Ik analyseer single cell rna seq transcriptomics en multiomics
Bio-informatica, wetenschappelijk schrijven en data-analyse
Over deze dienst
Ik help onderzoekers, studenten en biotech-teams bij het analyseren van transcriptomics, single-cell RNA-seq en multi-omics data met duidelijke, reproduceerbare en biologisch betekenisvolle resultaten.
Ik kan werken met bulk RNA-seq, single-cell RNA-seq, genexpressiematrices, GEO datasets, verwerkte proteomics tabellen en andere biologische datasets die differential expression, clustering, marker genes, pathway enrichment of biomarker discovery vereisen.
Afhankelijk van je project kan ik QC-samenvattingen, PCA, UMAP, clustering, volcano plots, heatmaps, differential expression analyse, GO/KEGG enrichment, kandidaatgenen, biologische interpretatie, reproduceerbare R/Python code en een gestructureerd rapport leveren.
Mijn achtergrond als bioloog en PhD-kandidaat stelt me in staat om computationele resultaten te koppelen aan echte biologische context, niet alleen plots of tabellen te leveren.
Voor raw FASTQ-bestanden, grote single-cell datasets of complexe multi-omics projecten, neem eerst contact met me op voordat je bestelt, zodat ik het datatypes, experimenteel ontwerp en haalbaarheid kan beoordelen.
Domein:
Overige
Expertise:
Overige
Programmeertaal:
Python
•
R
Tools:
Overige
Technologie:
Python
•
R
•
Jupyter-notitieboek
•
RStudio
Modellen en methoden:
Overige
Andere Data science en ML diensten die ik aanbied
Veelgestelde vragen
Automatische vertaling
Welk type omics data kun je analyseren?
Ik kan werken met bulk RNA-seq, single-cell RNA-seq, genexpressiematrices, GEO datasets, verwerkte proteomics tabellen en andere biologische datasets, afhankelijk van het formaat en het doel.
Analyseer je raw FASTQ-bestanden?
Raw FASTQ analyse is alleen mogelijk na overleg, omdat het afhangt van de bestandsgrootte, aantal monsters, QC-behoeften en de benodigde pipeline. Neem eerst contact op.
Kun je werken met publieke datasets van GEO?
Ja. Ik kan helpen bij het analyseren van publieke datasets van GEO of soortgelijke repositories, mits de data beschikbaar, goed geannoteerd en geschikt voor de gevraagde analyse zijn.
Analyseer je single-cell RNA-seq data?
Ja. Ik werk met single-cell RNA-seq data met Seurat of Scanpy, inclusief QC, clustering, UMAP, marker genes en biologische interpretatie.
Kun je proteomics data analyseren?
Ja, als je verwerkte proteïne-abundantiematrices, LFQ-intensiteit tabellen of genormaliseerde proteomics resultaten aanlevert. Raw mass spectrometry bestanden zijn niet standaard inbegrepen.
Kun je significante genen of biomarkers garanderen?
Nee. Resultaten hangen af van de monsters, datakwaliteit, experimenteel ontwerp en biologische signalen. Ik bied rigoureuze analyse, maar kan geen specifieke bevindingen garanderen.

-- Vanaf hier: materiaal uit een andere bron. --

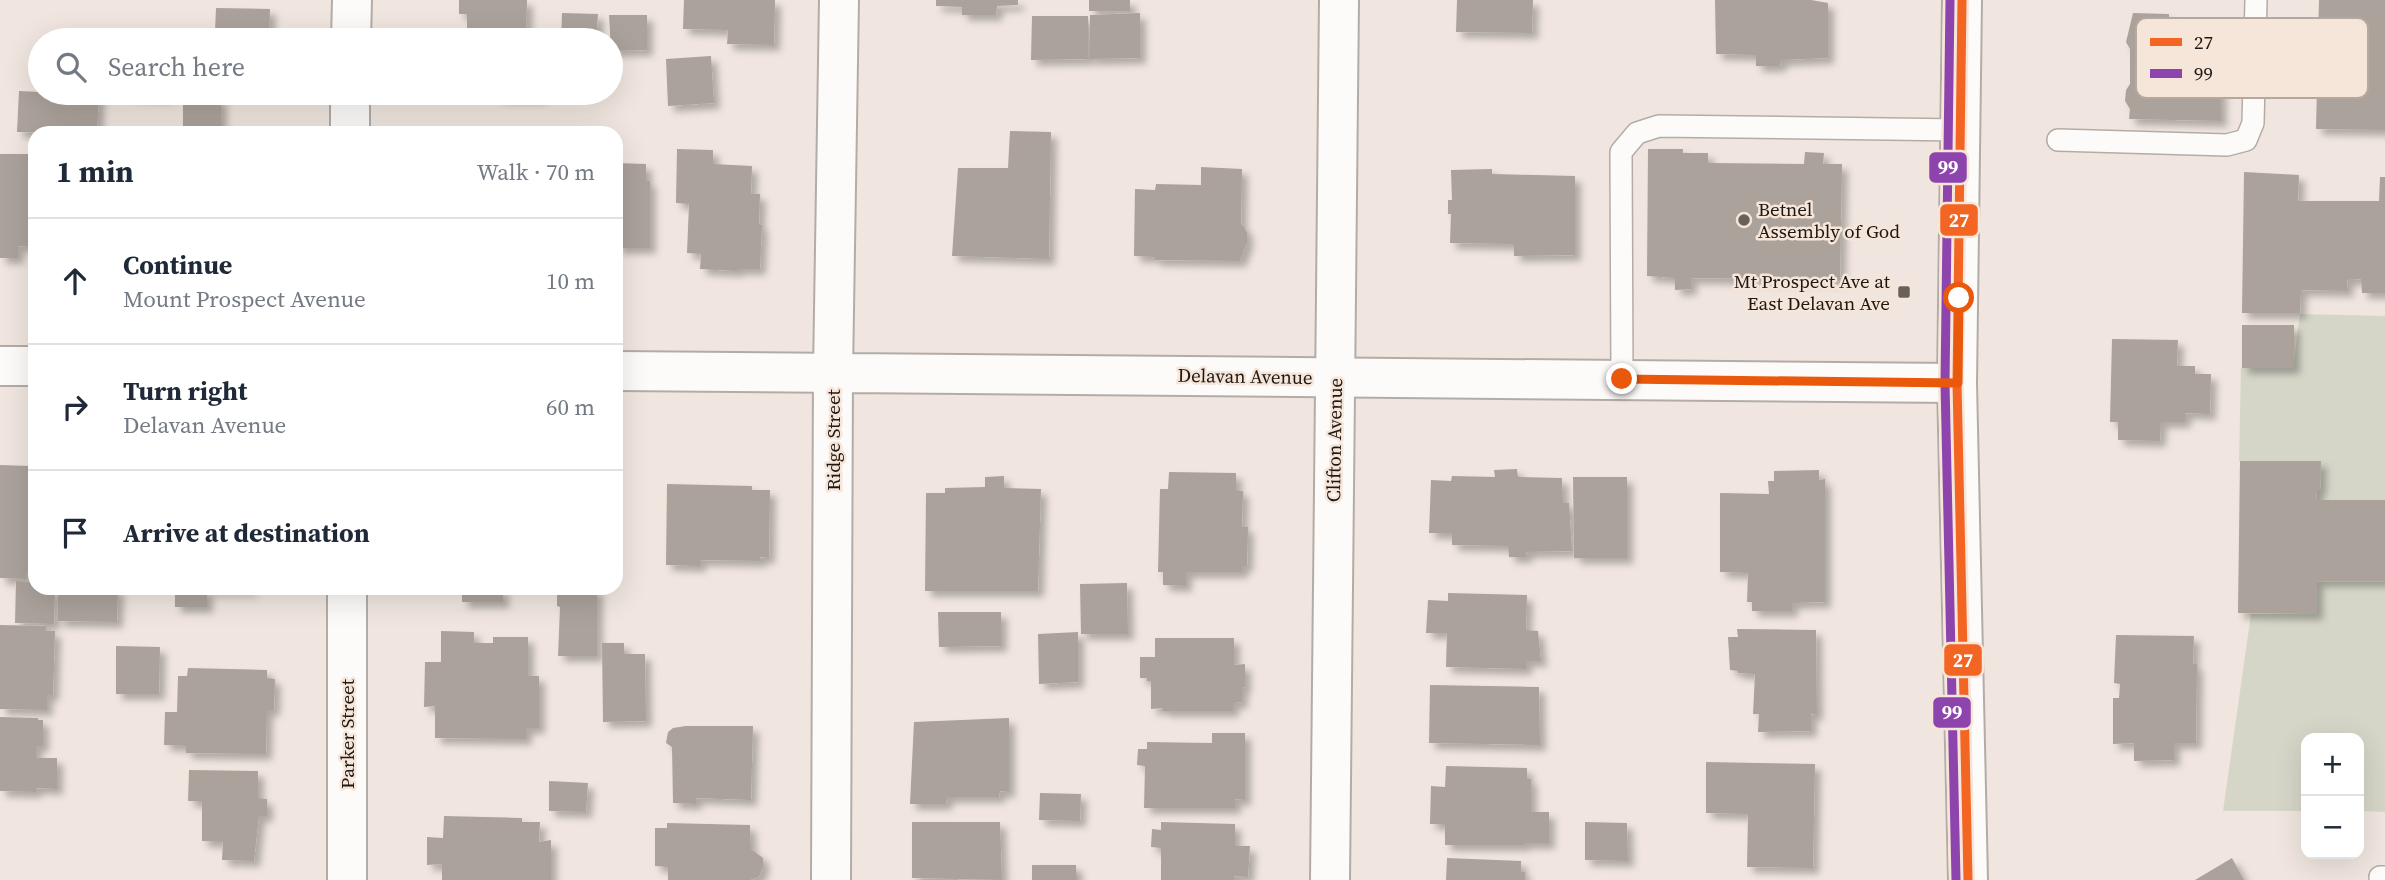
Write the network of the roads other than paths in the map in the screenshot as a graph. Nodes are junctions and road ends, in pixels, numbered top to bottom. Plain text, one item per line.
1 (352, 0) edge
2 (839, 0) edge
3 (1339, 0) edge
4 (1962, 0) edge
5 (2256, 0) edge
6 (2256, 18) edge
7 (351, 28) edge
8 (2254, 98) edge
9 (350, 105) edge
10 (350, 126) edge
11 (1961, 130) junction
12 (2058, 140) dead end
13 (0, 366) edge
14 (28, 366) edge
15 (623, 371) edge
16 (833, 373) junction
17 (1335, 377) junction
18 (1622, 379) junction
19 (1958, 383) junction
20 (347, 595) edge
21 (347, 880) edge
22 (831, 880) edge
23 (1330, 880) edge
24 (1968, 880) edge

1 - 7 street
2 - 16 street, Ridge Street
3 - 17 street, Clifton Avenue
4 - 11 street
5 - 6 lane
8 - 12 lane
9 - 10 street
11 - 18 lane
11 - 19 street
13 - 14 street
15 - 16 street, Delavan Avenue
16 - 17 street, Delavan Avenue
16 - 22 street, Ridge Street
17 - 18 street, Delavan Avenue
17 - 23 street, Clifton Avenue
18 - 19 street, Delavan Avenue
19 - 24 street
20 - 21 street, Parker Street

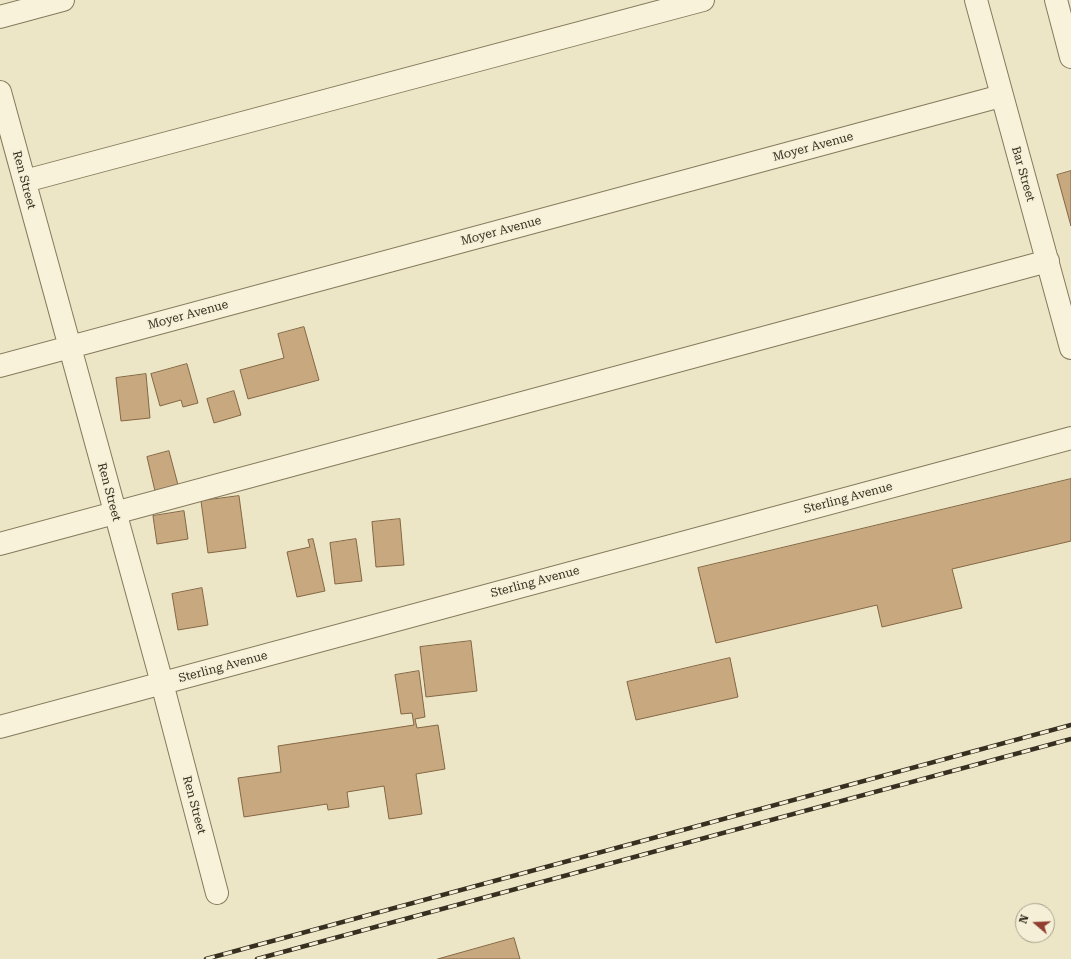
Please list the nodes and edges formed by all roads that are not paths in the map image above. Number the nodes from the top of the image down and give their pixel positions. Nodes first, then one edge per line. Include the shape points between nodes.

Wat heb je nodig om te beginnen?
Ik heb je dataset, metadata of monstersinformatie, groepslabels, onderzoeksvraag, verwachte outputs en eventuele voorkeurstools of formaten nodig.
Lever je code?
Ja. Afhankelijk van het pakket kan ik reproduceerbare R- of Python-code, scripts of een notebook met de analyseworkflow leveren.
Moet ik contact met u opnemen voordat ik bestel?
Ja. Bioinformatics projecten variëren sterk, dus het is beter om je datatypes, ontwerp en verwachte deliverables te bespreken voordat je begint.